**Your objective:**
Output all of the entries exactly as they are given.

Records drawn from a dataset
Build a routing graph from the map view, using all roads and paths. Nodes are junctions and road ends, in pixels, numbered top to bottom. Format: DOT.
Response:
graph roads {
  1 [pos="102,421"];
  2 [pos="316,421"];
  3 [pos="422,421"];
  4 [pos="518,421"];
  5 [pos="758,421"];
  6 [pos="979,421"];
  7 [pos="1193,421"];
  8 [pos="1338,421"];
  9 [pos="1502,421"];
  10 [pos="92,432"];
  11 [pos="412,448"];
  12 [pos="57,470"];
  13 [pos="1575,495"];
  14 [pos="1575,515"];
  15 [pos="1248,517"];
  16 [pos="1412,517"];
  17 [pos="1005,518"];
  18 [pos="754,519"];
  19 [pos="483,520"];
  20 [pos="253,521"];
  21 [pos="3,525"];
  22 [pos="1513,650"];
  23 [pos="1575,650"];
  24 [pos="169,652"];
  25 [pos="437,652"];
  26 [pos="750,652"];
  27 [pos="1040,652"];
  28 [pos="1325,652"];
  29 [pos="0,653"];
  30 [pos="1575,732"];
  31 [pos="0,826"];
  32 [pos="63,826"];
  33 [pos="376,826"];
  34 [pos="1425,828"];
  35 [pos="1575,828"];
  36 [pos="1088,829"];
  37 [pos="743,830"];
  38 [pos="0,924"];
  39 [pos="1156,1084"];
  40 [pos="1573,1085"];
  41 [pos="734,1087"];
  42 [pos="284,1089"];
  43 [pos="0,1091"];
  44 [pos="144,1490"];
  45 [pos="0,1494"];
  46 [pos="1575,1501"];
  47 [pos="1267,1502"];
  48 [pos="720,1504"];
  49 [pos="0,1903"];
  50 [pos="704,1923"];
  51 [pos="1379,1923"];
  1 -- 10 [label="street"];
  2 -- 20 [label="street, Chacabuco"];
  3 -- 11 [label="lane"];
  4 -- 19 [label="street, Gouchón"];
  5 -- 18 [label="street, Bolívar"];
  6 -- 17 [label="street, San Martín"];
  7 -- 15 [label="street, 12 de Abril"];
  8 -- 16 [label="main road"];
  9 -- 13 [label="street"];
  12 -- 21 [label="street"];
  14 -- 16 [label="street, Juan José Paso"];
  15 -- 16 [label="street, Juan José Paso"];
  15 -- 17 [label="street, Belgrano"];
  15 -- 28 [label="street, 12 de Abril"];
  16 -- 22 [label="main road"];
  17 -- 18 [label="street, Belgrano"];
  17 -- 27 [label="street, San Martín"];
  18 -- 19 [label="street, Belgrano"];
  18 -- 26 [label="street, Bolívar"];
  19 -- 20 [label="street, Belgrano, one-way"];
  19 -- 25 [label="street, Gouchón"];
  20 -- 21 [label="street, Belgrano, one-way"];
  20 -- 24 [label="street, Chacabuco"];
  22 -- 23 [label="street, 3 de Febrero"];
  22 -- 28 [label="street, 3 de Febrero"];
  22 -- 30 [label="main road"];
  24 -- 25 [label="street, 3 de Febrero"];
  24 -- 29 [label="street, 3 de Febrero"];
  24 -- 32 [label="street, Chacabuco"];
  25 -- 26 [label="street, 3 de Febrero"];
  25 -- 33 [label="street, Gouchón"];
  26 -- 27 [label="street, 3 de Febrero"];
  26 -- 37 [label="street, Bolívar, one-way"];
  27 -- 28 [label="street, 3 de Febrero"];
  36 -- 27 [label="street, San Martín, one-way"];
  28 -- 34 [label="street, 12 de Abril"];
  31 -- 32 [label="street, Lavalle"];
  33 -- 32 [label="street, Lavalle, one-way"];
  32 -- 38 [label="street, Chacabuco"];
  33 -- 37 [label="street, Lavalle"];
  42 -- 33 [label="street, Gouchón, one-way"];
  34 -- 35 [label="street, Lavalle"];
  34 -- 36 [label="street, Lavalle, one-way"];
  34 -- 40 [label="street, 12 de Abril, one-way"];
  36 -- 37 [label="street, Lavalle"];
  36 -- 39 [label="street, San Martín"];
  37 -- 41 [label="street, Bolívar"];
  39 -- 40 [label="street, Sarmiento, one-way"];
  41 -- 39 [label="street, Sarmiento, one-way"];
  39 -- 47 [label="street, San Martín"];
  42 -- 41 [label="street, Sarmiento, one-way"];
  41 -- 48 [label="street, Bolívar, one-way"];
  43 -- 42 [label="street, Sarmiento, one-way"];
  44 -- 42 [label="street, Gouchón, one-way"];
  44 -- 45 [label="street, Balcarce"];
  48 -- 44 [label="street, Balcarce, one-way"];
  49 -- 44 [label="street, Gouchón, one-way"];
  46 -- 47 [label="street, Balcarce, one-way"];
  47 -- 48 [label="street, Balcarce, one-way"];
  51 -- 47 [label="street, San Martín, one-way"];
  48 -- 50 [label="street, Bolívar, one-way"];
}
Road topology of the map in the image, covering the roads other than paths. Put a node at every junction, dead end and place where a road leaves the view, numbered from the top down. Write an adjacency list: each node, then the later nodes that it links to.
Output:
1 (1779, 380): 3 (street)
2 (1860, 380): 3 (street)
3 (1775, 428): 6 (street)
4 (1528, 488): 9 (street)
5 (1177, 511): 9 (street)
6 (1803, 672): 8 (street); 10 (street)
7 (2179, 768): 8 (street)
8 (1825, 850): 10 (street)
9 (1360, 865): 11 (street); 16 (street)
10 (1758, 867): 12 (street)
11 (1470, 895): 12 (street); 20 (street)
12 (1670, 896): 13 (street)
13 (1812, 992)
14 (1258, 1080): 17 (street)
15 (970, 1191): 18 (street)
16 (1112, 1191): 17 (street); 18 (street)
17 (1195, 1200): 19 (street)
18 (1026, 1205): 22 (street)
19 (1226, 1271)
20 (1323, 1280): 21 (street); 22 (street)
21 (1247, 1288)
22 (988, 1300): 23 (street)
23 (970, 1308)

**Final answer:**
Build a routing graph from the map view, using all roads and paths. Nodes are junctions and road ends, in pixels, numbered top to bottom. Format: DOT.
Response:
graph roads {
  1 [pos="102,421"];
  2 [pos="316,421"];
  3 [pos="422,421"];
  4 [pos="518,421"];
  5 [pos="758,421"];
  6 [pos="979,421"];
  7 [pos="1193,421"];
  8 [pos="1338,421"];
  9 [pos="1502,421"];
  10 [pos="92,432"];
  11 [pos="412,448"];
  12 [pos="57,470"];
  13 [pos="1575,495"];
  14 [pos="1575,515"];
  15 [pos="1248,517"];
  16 [pos="1412,517"];
  17 [pos="1005,518"];
  18 [pos="754,519"];
  19 [pos="483,520"];
  20 [pos="253,521"];
  21 [pos="3,525"];
  22 [pos="1513,650"];
  23 [pos="1575,650"];
  24 [pos="169,652"];
  25 [pos="437,652"];
  26 [pos="750,652"];
  27 [pos="1040,652"];
  28 [pos="1325,652"];
  29 [pos="0,653"];
  30 [pos="1575,732"];
  31 [pos="0,826"];
  32 [pos="63,826"];
  33 [pos="376,826"];
  34 [pos="1425,828"];
  35 [pos="1575,828"];
  36 [pos="1088,829"];
  37 [pos="743,830"];
  38 [pos="0,924"];
  39 [pos="1156,1084"];
  40 [pos="1573,1085"];
  41 [pos="734,1087"];
  42 [pos="284,1089"];
  43 [pos="0,1091"];
  44 [pos="144,1490"];
  45 [pos="0,1494"];
  46 [pos="1575,1501"];
  47 [pos="1267,1502"];
  48 [pos="720,1504"];
  49 [pos="0,1903"];
  50 [pos="704,1923"];
  51 [pos="1379,1923"];
  1 -- 10 [label="street"];
  2 -- 20 [label="street, Chacabuco"];
  3 -- 11 [label="lane"];
  4 -- 19 [label="street, Gouchón"];
  5 -- 18 [label="street, Bolívar"];
  6 -- 17 [label="street, San Martín"];
  7 -- 15 [label="street, 12 de Abril"];
  8 -- 16 [label="main road"];
  9 -- 13 [label="street"];
  12 -- 21 [label="street"];
  14 -- 16 [label="street, Juan José Paso"];
  15 -- 16 [label="street, Juan José Paso"];
  15 -- 17 [label="street, Belgrano"];
  15 -- 28 [label="street, 12 de Abril"];
  16 -- 22 [label="main road"];
  17 -- 18 [label="street, Belgrano"];
  17 -- 27 [label="street, San Martín"];
  18 -- 19 [label="street, Belgrano"];
  18 -- 26 [label="street, Bolívar"];
  19 -- 20 [label="street, Belgrano, one-way"];
  19 -- 25 [label="street, Gouchón"];
  20 -- 21 [label="street, Belgrano, one-way"];
  20 -- 24 [label="street, Chacabuco"];
  22 -- 23 [label="street, 3 de Febrero"];
  22 -- 28 [label="street, 3 de Febrero"];
  22 -- 30 [label="main road"];
  24 -- 25 [label="street, 3 de Febrero"];
  24 -- 29 [label="street, 3 de Febrero"];
  24 -- 32 [label="street, Chacabuco"];
  25 -- 26 [label="street, 3 de Febrero"];
  25 -- 33 [label="street, Gouchón"];
  26 -- 27 [label="street, 3 de Febrero"];
  26 -- 37 [label="street, Bolívar, one-way"];
  27 -- 28 [label="street, 3 de Febrero"];
  36 -- 27 [label="street, San Martín, one-way"];
  28 -- 34 [label="street, 12 de Abril"];
  31 -- 32 [label="street, Lavalle"];
  33 -- 32 [label="street, Lavalle, one-way"];
  32 -- 38 [label="street, Chacabuco"];
  33 -- 37 [label="street, Lavalle"];
  42 -- 33 [label="street, Gouchón, one-way"];
  34 -- 35 [label="street, Lavalle"];
  34 -- 36 [label="street, Lavalle, one-way"];
  34 -- 40 [label="street, 12 de Abril, one-way"];
  36 -- 37 [label="street, Lavalle"];
  36 -- 39 [label="street, San Martín"];
  37 -- 41 [label="street, Bolívar"];
  39 -- 40 [label="street, Sarmiento, one-way"];
  41 -- 39 [label="street, Sarmiento, one-way"];
  39 -- 47 [label="street, San Martín"];
  42 -- 41 [label="street, Sarmiento, one-way"];
  41 -- 48 [label="street, Bolívar, one-way"];
  43 -- 42 [label="street, Sarmiento, one-way"];
  44 -- 42 [label="street, Gouchón, one-way"];
  44 -- 45 [label="street, Balcarce"];
  48 -- 44 [label="street, Balcarce, one-way"];
  49 -- 44 [label="street, Gouchón, one-way"];
  46 -- 47 [label="street, Balcarce, one-way"];
  47 -- 48 [label="street, Balcarce, one-way"];
  51 -- 47 [label="street, San Martín, one-way"];
  48 -- 50 [label="street, Bolívar, one-way"];
}
Road topology of the map in the image, covering the roads other than paths. Put a node at every junction, dead end and place where a road leaves the view, numbered from the top down. Write an adjacency list: each node, then the later nodes that it links to.
Output:
1 (1779, 380): 3 (street)
2 (1860, 380): 3 (street)
3 (1775, 428): 6 (street)
4 (1528, 488): 9 (street)
5 (1177, 511): 9 (street)
6 (1803, 672): 8 (street); 10 (street)
7 (2179, 768): 8 (street)
8 (1825, 850): 10 (street)
9 (1360, 865): 11 (street); 16 (street)
10 (1758, 867): 12 (street)
11 (1470, 895): 12 (street); 20 (street)
12 (1670, 896): 13 (street)
13 (1812, 992)
14 (1258, 1080): 17 (street)
15 (970, 1191): 18 (street)
16 (1112, 1191): 17 (street); 18 (street)
17 (1195, 1200): 19 (street)
18 (1026, 1205): 22 (street)
19 (1226, 1271)
20 (1323, 1280): 21 (street); 22 (street)
21 (1247, 1288)
22 (988, 1300): 23 (street)
23 (970, 1308)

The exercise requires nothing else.